(Work required):
The answer must be every line of the records in which the string "Κανάρη" appears.

(Supplied records):
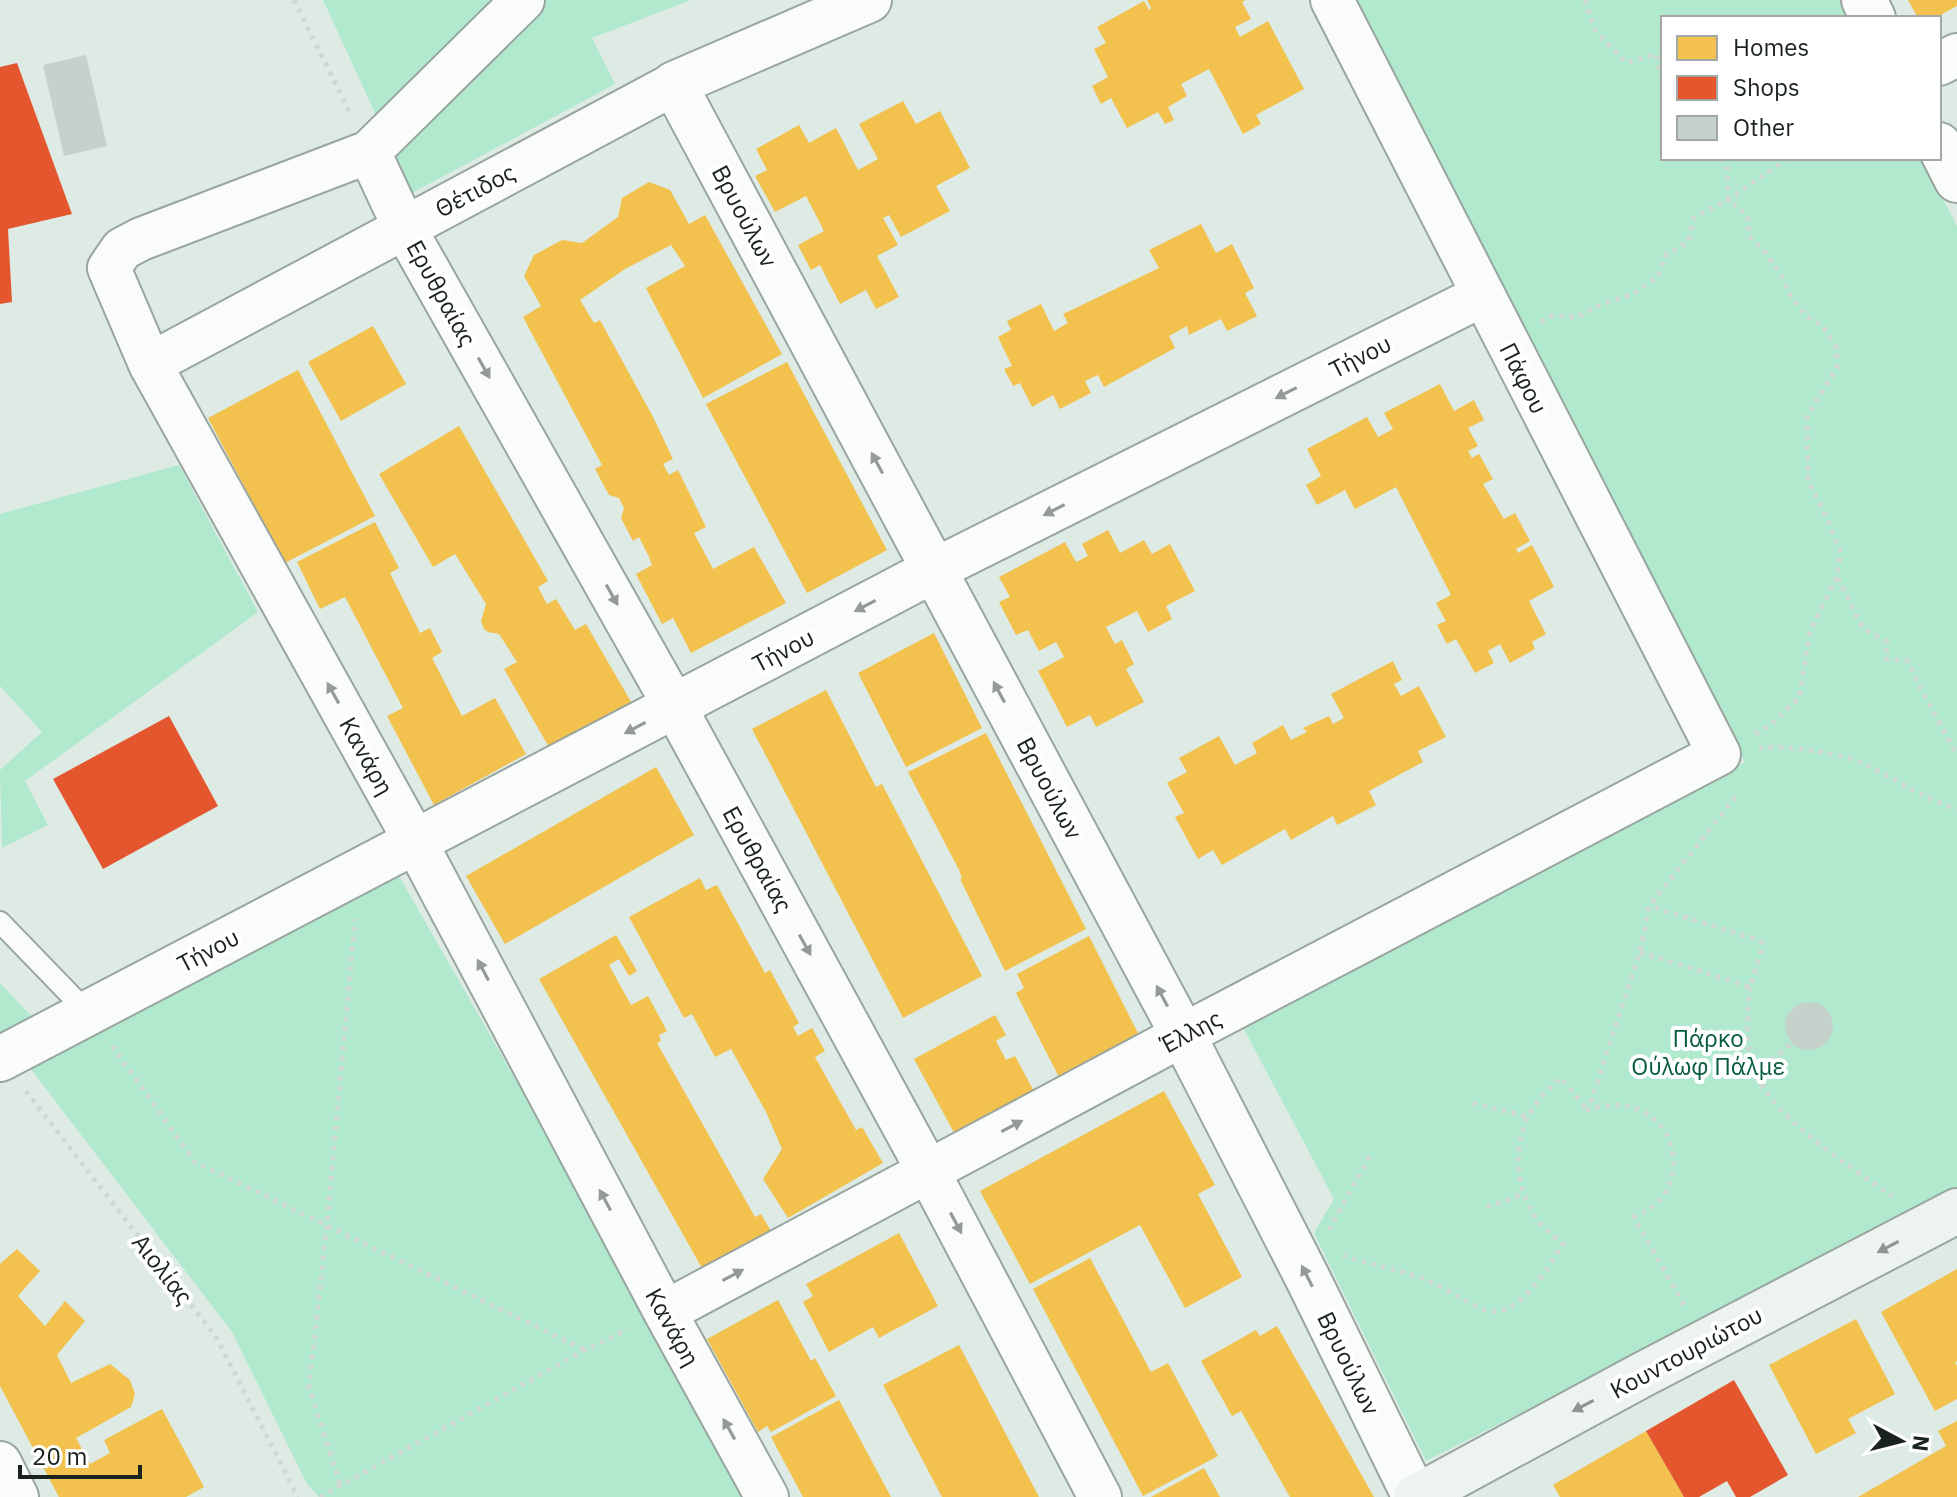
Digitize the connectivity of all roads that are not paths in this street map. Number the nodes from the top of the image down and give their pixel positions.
1 (523, 0) edge
2 (869, 0) edge
3 (1332, 0) edge
4 (674, 84) junction
5 (1941, 149) edge
6 (369, 152) junction
7 (1957, 180) edge
8 (404, 227) junction
9 (1481, 296) junction
10 (150, 364) junction
11 (934, 570) junction
12 (675, 707) junction
13 (1719, 754) joint
14 (416, 843) junction
15 (0, 922) edge
16 (88, 1013) junction
17 (1183, 1035) junction
18 (0, 1059) edge
19 (928, 1171) junction
20 (1943, 1218) edge
21 (665, 1312) junction
22 (0, 1463) edge
23 (17, 1497) edge
24 (767, 1497) edge
25 (1100, 1497) edge
26 (1416, 1497) edge

1 - 6 street
2 - 4 street
3 - 9 street, Πάφου
4 - 8 street, Θέτιδος
11 -> 4 street, Βρυούλων
5 - 7 street
6 - 8 street, Ερυθραίας
6 - 10 street, Κανάρη
8 - 10 street, Θέτιδος
8 -> 12 street, Ερυθραίας
9 -> 11 street, Τήνου
9 - 13 street, Πάφου
14 -> 10 street, Κανάρη
11 -> 12 street, Τήνου
17 -> 11 street, Βρυούλων
12 -> 14 street, Τήνου
12 -> 19 street, Ερυθραίας
13 - 17 street, Έλλης
14 - 16 street, Τήνου
21 -> 14 street, Κανάρη
15 - 16 lane
16 - 18 street, Τήνου
19 -> 17 street, Έλλης
26 -> 17 street, Βρυούλων
21 -> 19 street, Έλλης
19 -> 25 street, Ερυθραίας
20 -> 26 main road, Κουντουριώτου
24 -> 21 street, Κανάρη
22 - 23 street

(Problem solution):
6 - 10 street, Κανάρη
14 -> 10 street, Κανάρη
21 -> 14 street, Κανάρη
24 -> 21 street, Κανάρη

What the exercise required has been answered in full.